[Human pose keypoint data]
----------------------------------------
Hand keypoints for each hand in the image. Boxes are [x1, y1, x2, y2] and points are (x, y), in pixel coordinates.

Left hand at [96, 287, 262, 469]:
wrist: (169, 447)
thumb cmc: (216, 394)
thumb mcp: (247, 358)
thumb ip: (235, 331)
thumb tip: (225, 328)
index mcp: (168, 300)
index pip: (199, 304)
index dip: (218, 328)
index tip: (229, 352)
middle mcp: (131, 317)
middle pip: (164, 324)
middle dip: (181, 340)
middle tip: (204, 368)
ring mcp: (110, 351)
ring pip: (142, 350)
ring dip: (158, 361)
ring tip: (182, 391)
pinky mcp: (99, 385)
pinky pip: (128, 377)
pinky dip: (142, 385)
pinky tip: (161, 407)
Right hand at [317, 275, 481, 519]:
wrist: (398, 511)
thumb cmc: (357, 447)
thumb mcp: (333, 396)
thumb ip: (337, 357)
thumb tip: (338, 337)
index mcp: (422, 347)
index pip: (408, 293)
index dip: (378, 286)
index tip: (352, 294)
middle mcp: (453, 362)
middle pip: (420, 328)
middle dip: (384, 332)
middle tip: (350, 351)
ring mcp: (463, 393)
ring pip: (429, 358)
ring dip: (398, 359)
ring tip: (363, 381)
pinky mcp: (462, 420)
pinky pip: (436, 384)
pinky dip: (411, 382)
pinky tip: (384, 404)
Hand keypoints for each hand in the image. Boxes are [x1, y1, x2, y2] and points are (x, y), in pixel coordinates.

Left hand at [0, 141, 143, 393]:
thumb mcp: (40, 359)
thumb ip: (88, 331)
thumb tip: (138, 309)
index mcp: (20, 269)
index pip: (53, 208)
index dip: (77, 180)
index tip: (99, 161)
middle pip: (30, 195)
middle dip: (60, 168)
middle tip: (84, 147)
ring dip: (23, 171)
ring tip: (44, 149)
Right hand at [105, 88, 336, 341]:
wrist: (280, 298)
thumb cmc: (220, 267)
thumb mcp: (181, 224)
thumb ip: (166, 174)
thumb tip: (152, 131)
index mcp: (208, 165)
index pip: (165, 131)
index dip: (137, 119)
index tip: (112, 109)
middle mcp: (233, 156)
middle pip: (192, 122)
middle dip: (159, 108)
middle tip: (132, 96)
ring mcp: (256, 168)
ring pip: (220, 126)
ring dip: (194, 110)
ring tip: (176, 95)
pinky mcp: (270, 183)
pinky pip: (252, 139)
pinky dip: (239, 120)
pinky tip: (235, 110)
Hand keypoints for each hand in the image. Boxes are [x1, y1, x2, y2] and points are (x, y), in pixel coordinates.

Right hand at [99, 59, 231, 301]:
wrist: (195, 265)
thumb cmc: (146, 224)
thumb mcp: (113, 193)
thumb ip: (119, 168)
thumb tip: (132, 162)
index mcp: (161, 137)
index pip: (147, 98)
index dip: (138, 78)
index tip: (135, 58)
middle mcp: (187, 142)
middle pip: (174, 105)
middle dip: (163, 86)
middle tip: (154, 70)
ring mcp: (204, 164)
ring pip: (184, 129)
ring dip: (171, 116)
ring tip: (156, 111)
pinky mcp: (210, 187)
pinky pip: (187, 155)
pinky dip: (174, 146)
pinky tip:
----------------------------------------
# Your goal
Could you retype every record above exactly as written?

# The answer
Hand keypoints for each hand in the image. Boxes are [x1, y1, x2, y2] and points are (x, y), in pixel coordinates.

Left hand at [96, 287, 262, 469]:
wrist: (169, 447)
thumb cmc: (216, 394)
thumb mcp: (247, 358)
thumb ip: (235, 331)
thumb tip: (225, 328)
index mcp: (168, 300)
index pip: (199, 304)
index dip: (218, 328)
index tip: (229, 352)
middle mcp: (131, 317)
middle pip: (164, 324)
middle dip: (181, 340)
middle tip: (204, 368)
ring mcp: (110, 351)
ring pip: (142, 350)
ring dip: (158, 361)
ring tip: (182, 391)
pinky mcp: (99, 385)
pinky pip: (128, 377)
pinky dip: (142, 385)
pinky tip: (161, 407)
Right hand at [317, 275, 481, 519]:
wrist: (398, 511)
thumb cmc: (357, 447)
thumb mcp: (333, 396)
thumb ip: (337, 357)
thumb tip: (338, 337)
index mcp: (422, 347)
index pip: (408, 293)
index dip: (378, 286)
index tip: (352, 294)
middle mcp: (453, 362)
middle pip: (420, 328)
middle dip: (384, 332)
middle tip: (350, 351)
ring mcp: (463, 393)
ring pip: (429, 358)
ring dip: (398, 359)
ring tip: (363, 381)
pinky mcp: (462, 420)
pinky pip: (436, 384)
pinky dip: (411, 382)
pinky tip: (384, 404)
Hand keypoints for each hand in the image. Boxes are [x1, y1, x2, y2] and points are (x, y), in pixel coordinates.

Left hand at [0, 141, 143, 393]:
thumb mcp: (40, 359)
thumb ip: (88, 331)
thumb tip: (138, 309)
index mcp: (20, 269)
index pip: (53, 208)
index dip: (77, 180)
index tip: (99, 161)
middle pip: (30, 195)
middle dip: (60, 168)
middle tip: (84, 147)
ring dip: (23, 171)
ring tip: (44, 149)
Right hand at [105, 88, 336, 341]:
wrist: (280, 298)
thumb cmc: (220, 267)
thumb mcp: (181, 224)
thumb ip: (166, 174)
thumb tip: (152, 131)
index mcp: (208, 165)
index pip: (165, 131)
index dip: (137, 119)
index tip: (112, 109)
middle mcp: (233, 156)
middle pip: (192, 122)
middle dip: (159, 108)
middle tip: (132, 96)
ring mcp: (256, 168)
ring pip: (220, 126)
ring dip: (194, 110)
ring tip: (176, 95)
pinky mcp: (270, 183)
pinky pip: (252, 139)
pinky dip: (239, 120)
pinky tip: (235, 110)
Hand keypoints for each hand in the image. Boxes are [x1, y1, x2, y2] and points are (x, y), in pixel coordinates.

Right hand at [99, 59, 231, 301]:
wrist: (195, 265)
thumb cmc: (146, 224)
thumb mcp: (113, 193)
thumb ip: (119, 168)
thumb tip: (132, 162)
index mcp: (161, 137)
index pip: (147, 98)
index dip: (138, 78)
index tip: (135, 58)
middle mcp: (187, 142)
middle pip: (174, 105)
middle dip: (163, 86)
middle tip: (154, 70)
ring mcp: (204, 164)
ring pip: (184, 129)
ring dip: (171, 116)
ring tip: (156, 111)
pinky mcp: (210, 187)
pinky pip: (187, 155)
pinky dip: (174, 146)
pinky tip:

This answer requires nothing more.